(Aim of the task) All lines from the entries below that contain the string "собран" should be copied out.

(Material supplied)
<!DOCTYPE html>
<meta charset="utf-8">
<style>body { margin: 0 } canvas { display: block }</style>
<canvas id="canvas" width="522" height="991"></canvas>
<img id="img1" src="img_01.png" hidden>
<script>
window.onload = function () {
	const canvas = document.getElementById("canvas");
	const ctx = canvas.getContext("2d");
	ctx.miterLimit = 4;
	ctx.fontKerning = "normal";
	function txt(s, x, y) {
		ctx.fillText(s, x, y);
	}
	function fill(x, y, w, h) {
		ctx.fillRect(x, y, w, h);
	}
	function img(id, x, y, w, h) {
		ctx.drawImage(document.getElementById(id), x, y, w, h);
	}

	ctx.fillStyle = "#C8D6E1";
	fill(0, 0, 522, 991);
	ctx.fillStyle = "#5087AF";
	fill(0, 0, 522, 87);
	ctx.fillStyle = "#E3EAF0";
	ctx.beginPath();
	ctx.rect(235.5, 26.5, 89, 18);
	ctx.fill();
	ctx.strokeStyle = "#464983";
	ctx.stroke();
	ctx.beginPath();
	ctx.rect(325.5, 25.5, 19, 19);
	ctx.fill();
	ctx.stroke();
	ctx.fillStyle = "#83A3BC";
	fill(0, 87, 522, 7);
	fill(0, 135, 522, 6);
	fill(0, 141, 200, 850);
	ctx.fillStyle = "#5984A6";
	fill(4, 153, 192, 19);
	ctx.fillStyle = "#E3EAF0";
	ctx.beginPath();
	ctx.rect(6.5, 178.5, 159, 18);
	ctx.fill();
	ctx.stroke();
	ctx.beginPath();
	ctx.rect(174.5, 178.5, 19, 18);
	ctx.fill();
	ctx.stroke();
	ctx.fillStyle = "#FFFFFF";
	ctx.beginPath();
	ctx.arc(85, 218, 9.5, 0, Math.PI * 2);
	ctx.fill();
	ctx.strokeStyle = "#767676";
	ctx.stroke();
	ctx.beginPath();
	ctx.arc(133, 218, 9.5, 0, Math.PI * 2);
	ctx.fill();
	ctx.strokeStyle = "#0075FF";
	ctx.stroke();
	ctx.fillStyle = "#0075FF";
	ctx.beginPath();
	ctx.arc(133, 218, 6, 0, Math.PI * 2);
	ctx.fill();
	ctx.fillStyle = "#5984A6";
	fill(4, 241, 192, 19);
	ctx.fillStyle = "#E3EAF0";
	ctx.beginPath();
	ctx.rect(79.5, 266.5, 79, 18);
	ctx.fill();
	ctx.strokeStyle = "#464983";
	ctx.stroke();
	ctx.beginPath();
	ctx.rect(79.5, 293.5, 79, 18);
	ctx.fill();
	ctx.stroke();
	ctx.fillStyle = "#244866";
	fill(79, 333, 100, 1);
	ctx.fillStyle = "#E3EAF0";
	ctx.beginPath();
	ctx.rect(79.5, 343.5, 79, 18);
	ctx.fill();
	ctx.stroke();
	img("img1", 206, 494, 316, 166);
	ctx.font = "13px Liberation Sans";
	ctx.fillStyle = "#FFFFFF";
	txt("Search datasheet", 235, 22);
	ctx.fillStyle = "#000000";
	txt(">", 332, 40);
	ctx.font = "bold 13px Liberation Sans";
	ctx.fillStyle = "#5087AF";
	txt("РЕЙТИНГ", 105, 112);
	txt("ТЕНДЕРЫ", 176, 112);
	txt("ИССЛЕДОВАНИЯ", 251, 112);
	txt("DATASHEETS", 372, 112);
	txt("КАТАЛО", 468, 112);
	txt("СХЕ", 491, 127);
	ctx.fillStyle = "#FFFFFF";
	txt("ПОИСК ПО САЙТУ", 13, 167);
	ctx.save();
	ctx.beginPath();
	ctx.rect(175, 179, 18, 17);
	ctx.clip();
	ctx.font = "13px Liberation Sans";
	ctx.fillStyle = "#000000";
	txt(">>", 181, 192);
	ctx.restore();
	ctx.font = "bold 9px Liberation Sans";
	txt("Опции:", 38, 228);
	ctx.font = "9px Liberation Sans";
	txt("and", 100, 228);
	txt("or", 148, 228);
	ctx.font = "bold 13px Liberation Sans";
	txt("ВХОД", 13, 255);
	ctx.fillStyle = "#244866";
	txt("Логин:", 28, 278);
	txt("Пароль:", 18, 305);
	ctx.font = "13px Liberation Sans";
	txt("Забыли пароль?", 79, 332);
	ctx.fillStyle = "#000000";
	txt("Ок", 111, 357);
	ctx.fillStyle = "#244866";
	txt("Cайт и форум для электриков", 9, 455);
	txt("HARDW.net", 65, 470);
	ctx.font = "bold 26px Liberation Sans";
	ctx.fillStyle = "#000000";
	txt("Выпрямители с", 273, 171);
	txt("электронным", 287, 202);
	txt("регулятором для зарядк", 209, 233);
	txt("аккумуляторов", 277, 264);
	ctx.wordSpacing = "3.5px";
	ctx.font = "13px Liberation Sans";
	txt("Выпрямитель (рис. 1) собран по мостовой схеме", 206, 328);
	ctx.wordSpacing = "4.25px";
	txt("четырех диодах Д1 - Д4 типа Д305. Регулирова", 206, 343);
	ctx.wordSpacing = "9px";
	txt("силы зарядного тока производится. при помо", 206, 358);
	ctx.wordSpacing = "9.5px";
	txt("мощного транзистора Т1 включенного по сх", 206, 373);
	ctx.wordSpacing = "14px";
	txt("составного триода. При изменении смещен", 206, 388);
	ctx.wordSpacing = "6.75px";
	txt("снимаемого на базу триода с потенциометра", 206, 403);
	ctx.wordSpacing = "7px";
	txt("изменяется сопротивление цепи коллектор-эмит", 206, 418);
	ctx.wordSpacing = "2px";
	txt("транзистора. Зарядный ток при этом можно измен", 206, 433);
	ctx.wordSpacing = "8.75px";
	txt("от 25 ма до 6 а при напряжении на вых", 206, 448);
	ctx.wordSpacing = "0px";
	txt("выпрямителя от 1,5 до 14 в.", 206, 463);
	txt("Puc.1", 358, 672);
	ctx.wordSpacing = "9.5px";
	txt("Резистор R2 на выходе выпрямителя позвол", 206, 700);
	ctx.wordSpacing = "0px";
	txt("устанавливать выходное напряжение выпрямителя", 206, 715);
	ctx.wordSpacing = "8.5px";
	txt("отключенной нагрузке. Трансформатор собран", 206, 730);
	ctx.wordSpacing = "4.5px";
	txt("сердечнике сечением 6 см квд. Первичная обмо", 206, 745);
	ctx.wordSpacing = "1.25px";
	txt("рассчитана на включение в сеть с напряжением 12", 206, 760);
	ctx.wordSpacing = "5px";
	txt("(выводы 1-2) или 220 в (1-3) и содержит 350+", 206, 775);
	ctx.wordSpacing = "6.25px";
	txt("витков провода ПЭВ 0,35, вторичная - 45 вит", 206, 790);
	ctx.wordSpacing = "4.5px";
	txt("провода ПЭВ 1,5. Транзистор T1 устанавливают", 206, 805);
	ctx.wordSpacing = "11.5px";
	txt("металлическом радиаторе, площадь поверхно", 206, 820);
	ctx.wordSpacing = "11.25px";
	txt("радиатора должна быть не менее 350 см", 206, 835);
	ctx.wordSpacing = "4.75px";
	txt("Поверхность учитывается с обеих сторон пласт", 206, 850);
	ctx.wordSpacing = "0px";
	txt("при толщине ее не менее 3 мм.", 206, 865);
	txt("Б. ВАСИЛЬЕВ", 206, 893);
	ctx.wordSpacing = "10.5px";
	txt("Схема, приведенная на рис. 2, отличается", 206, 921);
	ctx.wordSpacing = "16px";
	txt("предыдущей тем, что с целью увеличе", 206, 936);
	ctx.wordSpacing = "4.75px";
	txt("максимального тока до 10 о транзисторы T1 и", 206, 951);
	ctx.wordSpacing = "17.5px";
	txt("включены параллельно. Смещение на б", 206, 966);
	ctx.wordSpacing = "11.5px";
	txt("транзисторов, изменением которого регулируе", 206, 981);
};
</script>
...
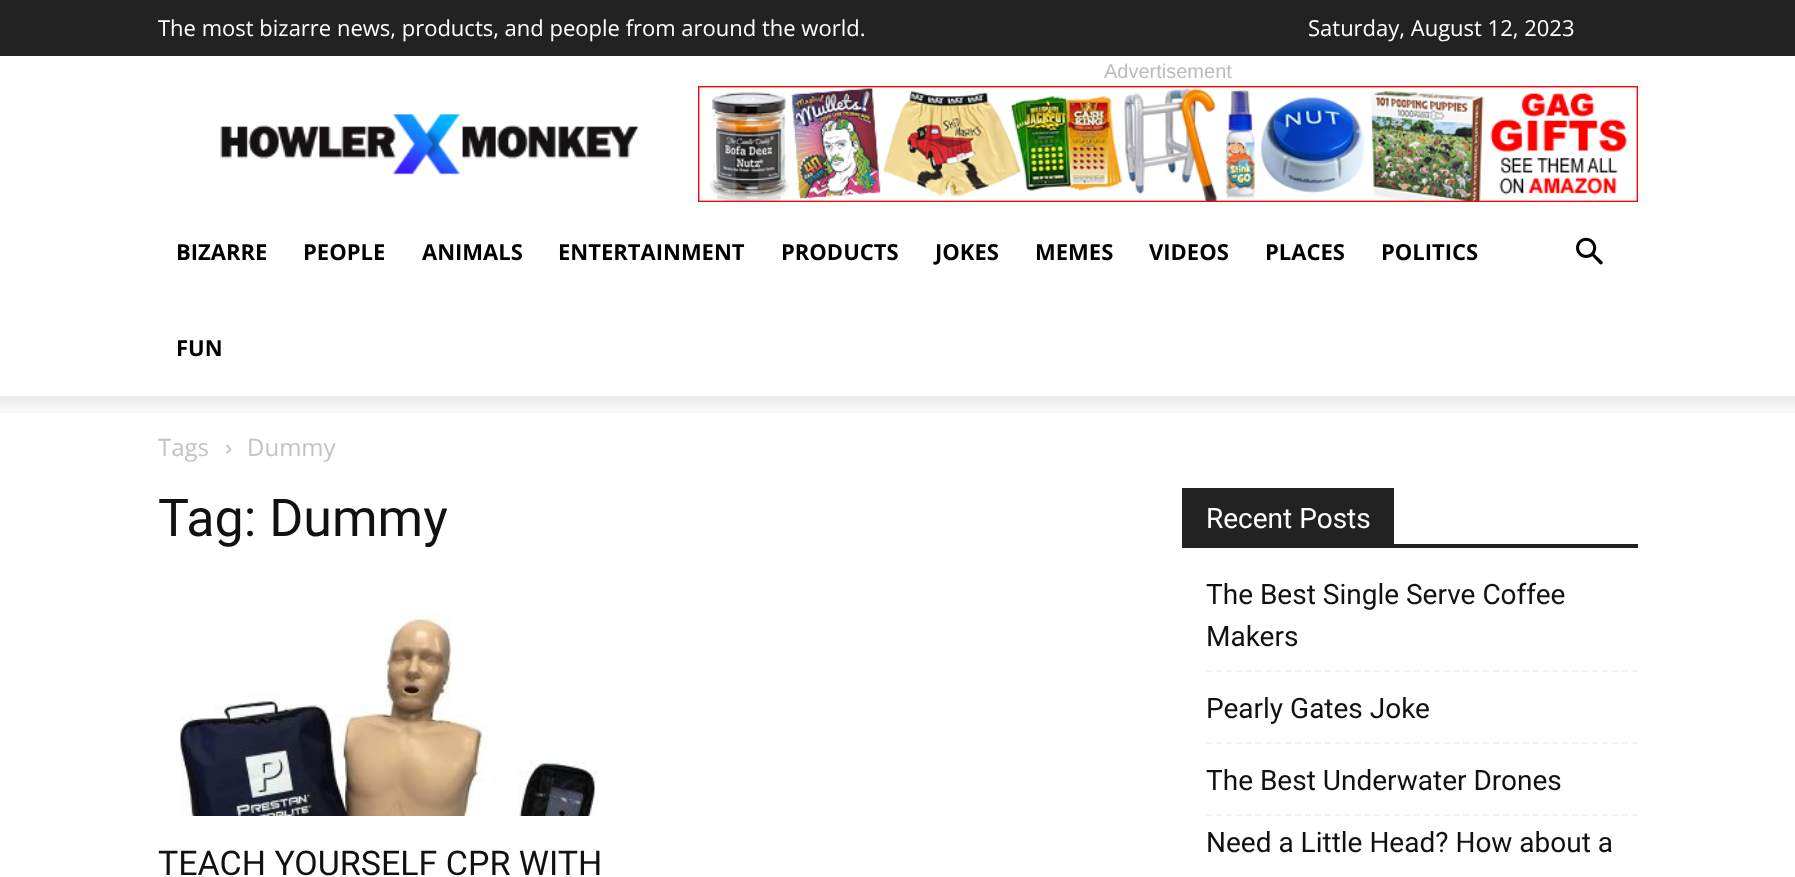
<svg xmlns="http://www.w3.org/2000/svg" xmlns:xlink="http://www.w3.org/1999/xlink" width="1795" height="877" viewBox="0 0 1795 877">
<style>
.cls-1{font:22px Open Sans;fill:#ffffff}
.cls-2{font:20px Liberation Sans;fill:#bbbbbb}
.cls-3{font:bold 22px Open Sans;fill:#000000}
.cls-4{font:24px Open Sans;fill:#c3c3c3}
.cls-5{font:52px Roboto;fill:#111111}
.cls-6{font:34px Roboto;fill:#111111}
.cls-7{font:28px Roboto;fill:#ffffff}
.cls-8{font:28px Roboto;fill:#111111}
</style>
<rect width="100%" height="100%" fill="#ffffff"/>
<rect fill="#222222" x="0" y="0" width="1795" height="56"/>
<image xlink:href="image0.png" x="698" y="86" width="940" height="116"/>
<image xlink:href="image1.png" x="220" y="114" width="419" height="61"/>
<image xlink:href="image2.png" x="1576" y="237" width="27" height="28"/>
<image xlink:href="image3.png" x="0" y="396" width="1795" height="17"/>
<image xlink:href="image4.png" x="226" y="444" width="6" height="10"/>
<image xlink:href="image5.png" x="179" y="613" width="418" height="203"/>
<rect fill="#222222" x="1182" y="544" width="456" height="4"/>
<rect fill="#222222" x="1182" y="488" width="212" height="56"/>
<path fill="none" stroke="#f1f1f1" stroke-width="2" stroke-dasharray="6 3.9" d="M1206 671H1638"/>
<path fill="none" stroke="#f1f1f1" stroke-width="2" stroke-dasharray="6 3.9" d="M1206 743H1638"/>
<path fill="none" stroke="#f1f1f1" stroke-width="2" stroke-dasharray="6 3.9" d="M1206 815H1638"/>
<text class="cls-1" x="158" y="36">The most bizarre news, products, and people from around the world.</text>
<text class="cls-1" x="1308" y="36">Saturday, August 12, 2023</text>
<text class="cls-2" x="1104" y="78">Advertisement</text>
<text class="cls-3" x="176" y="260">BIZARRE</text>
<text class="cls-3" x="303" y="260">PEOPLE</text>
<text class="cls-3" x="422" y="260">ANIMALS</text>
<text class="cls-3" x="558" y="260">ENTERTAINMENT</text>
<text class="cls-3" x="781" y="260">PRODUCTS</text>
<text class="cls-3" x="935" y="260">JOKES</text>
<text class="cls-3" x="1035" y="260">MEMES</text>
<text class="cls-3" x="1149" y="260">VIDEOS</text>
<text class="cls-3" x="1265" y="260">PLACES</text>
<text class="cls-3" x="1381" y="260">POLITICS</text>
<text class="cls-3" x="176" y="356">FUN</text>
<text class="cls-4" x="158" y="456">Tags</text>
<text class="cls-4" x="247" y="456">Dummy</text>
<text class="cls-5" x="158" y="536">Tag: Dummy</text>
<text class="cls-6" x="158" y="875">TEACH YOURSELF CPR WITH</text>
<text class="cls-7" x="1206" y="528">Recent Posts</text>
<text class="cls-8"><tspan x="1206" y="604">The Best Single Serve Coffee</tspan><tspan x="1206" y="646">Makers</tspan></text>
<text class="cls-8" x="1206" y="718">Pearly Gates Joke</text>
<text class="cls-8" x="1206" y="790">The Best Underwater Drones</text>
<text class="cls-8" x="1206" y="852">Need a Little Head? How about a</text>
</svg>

(Your response)
	txt("Выпрямитель (рис. 1) собран по мостовой схеме", 206, 328);
	txt("отключенной нагрузке. Трансформатор собран", 206, 730);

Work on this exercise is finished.